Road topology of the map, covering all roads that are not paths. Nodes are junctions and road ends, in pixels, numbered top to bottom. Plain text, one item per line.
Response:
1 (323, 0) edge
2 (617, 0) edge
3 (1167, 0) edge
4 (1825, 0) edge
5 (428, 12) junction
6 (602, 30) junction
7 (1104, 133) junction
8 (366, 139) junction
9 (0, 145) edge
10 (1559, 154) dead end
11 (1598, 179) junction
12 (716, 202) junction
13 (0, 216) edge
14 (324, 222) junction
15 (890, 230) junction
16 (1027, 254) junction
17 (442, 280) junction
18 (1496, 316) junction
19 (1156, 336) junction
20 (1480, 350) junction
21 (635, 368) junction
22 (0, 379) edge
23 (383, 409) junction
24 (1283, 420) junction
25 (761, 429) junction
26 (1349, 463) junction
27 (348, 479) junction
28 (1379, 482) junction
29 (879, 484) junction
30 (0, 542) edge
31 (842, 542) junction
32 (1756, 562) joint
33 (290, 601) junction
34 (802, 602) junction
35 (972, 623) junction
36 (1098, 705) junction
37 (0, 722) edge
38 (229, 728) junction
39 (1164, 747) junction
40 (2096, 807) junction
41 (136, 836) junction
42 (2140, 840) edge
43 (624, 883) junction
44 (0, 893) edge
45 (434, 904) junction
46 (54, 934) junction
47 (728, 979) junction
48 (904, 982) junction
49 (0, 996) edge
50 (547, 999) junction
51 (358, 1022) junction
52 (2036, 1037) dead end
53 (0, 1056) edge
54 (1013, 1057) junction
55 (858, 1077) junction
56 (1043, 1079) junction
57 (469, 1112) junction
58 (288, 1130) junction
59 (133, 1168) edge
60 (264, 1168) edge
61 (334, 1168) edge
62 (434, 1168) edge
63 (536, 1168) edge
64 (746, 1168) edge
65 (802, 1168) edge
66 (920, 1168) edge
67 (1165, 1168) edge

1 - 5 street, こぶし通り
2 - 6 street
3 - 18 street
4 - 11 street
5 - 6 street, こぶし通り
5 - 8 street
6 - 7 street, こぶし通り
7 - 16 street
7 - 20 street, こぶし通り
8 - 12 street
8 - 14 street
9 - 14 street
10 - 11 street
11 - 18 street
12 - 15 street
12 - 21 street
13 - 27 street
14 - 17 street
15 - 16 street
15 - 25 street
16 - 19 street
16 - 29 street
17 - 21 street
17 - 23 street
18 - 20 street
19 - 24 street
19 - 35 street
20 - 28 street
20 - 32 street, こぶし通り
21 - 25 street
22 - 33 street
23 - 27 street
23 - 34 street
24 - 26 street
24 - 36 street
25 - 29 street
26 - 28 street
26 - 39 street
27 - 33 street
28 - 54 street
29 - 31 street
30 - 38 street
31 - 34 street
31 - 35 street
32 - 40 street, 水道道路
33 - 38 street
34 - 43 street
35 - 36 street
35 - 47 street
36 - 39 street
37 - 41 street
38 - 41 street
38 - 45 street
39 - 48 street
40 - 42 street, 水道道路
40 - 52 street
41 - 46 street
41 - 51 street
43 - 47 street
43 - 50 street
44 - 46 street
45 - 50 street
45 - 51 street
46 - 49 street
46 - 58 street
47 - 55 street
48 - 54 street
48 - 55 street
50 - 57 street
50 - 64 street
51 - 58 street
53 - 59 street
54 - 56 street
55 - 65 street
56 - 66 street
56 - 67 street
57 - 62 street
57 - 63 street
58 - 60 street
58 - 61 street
___
_TRY IT:_ Search the listing for the word "こぶし通り", and copy every line in which it is found.

_OUTPUT FOR THIS TASK:_
1 - 5 street, こぶし通り
5 - 6 street, こぶし通り
6 - 7 street, こぶし通り
7 - 20 street, こぶし通り
20 - 32 street, こぶし通り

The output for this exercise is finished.